If a woman doesn’t feel desired, loved, and wanted both inside and out by the person she has chosen to share her life with, it seems obvious that she would internalize that as a rejection, feeding into the negative messages she received daily from our culture and society.

All too often women express to me how unseen and unheard they feel, and while friendship and community can offer those, there are elements of those feelings that can only be reached by your significant other. And I am sure there are many men that would say the same is true of their experience.

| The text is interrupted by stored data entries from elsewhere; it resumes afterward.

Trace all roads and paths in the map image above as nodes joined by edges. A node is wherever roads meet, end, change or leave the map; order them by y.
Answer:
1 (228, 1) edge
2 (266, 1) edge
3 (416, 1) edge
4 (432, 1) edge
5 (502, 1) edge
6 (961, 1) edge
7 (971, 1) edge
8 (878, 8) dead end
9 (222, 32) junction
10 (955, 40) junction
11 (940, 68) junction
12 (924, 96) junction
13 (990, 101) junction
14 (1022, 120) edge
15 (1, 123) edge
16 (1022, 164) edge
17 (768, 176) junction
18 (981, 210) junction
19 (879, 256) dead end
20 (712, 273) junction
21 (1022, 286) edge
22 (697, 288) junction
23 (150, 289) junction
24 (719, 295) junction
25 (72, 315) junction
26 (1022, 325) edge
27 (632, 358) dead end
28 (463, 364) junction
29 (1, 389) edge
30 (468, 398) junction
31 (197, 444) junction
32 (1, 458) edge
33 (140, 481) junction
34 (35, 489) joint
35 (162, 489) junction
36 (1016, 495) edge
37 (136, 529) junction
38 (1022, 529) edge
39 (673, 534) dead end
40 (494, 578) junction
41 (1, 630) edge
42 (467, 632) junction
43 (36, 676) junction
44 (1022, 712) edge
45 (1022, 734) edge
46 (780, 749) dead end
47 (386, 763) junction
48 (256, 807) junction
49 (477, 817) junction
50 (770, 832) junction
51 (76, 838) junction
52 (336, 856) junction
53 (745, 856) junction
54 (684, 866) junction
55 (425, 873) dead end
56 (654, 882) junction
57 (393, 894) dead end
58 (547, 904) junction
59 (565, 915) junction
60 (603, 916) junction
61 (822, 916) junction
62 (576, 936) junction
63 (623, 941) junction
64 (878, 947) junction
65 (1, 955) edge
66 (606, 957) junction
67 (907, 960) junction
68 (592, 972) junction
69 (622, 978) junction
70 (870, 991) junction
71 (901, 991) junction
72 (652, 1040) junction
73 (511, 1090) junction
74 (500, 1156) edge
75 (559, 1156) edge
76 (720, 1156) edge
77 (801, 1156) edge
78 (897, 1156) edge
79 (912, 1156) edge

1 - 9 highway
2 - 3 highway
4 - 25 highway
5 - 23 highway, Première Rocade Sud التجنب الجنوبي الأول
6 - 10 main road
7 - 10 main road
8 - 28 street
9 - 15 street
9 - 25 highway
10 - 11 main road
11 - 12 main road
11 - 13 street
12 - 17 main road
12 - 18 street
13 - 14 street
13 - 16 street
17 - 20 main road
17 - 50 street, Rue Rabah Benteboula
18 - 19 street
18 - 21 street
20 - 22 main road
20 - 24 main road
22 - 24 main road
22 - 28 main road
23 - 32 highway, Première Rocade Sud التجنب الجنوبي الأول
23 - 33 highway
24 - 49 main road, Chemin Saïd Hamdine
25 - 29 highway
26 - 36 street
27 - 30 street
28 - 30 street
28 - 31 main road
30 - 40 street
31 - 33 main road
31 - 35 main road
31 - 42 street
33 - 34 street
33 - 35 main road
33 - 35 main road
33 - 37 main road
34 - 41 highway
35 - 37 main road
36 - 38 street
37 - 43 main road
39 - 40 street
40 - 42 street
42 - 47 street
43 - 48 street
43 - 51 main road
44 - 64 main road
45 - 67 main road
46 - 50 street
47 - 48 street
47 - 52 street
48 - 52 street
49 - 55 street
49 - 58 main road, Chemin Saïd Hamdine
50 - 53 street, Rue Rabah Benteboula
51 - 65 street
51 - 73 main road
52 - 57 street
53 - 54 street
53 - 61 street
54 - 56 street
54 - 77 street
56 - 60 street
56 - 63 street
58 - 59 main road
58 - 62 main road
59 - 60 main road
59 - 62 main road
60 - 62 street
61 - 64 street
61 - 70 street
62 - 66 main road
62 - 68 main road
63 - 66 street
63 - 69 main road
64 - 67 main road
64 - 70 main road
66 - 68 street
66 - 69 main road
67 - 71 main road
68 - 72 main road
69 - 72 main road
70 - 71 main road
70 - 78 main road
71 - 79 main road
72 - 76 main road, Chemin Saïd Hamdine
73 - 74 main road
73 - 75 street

Why do we find it so hard to express the positive? To tell people how much they mean to us, how much we value and appreciate them, how beautiful or sexy we find them, how much we desire their bodies, their conversation, and their presence?

What are we so afraid of?

There are many theories around bodyweight that suggest we are wearing padding to protect ourselves from the outside world, or that we are using the weight as something to hide behind, but regardless of the subconscious reasoning, the effects of carrying weight that doesn’t belong to us are similar for most people. Perhaps then I don’t need to get ‘smaller’ but the external world needs to get bigger. Bigger in its ability to love, accept and desire out loud. Perhaps we all need to be more willing to be stripped bare and voluntarily vulnerable as we speak and show how we feel to those that matter most.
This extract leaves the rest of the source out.